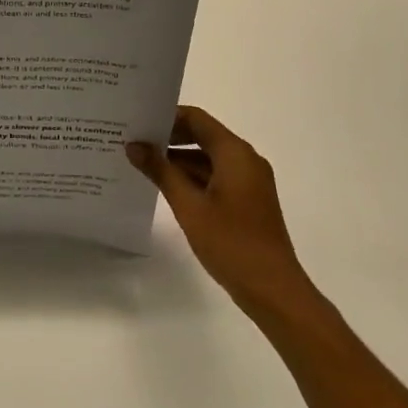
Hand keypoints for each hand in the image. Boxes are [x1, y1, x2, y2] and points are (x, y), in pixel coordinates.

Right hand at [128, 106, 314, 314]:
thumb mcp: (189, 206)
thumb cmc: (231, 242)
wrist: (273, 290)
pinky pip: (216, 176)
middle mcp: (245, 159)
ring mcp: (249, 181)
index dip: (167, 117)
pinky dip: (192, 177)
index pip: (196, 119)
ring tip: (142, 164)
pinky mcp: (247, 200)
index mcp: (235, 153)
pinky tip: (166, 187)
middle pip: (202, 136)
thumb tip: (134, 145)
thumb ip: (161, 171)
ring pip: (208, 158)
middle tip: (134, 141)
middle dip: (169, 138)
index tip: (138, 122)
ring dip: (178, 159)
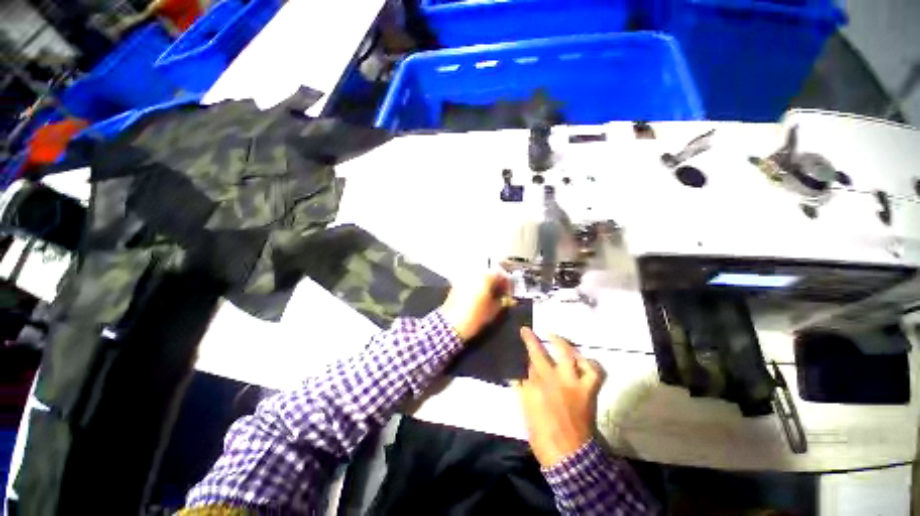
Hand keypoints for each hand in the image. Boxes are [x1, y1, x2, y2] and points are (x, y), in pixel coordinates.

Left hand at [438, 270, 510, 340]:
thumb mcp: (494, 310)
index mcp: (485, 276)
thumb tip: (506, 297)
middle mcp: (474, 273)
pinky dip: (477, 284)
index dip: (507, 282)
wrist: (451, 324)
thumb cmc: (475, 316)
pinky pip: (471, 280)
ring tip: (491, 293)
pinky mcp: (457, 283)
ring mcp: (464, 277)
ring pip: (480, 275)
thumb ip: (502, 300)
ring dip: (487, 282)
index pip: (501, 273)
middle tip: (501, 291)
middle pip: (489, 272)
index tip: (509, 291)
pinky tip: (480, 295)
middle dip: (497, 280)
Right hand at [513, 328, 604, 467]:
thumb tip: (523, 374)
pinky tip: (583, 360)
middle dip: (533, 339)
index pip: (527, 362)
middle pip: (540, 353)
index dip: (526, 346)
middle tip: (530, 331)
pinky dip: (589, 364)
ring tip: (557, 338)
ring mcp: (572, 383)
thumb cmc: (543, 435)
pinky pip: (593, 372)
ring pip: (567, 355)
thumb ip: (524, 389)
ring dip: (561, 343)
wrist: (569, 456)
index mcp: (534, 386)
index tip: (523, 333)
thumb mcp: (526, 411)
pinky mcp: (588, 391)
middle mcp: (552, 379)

Task instructions: Where the string "index" occurs in a line of the material above, copy the whole line.

Answer to the problem:
index dip: (167, 117)
index pip: (196, 119)
index mcp: (235, 153)
index tip: (138, 122)
index mcp: (485, 276)
index dip: (507, 282)
index pip: (501, 273)
index tip: (509, 291)
index pip: (527, 362)
index dip: (526, 346)
index mcp: (534, 386)
index tip: (523, 333)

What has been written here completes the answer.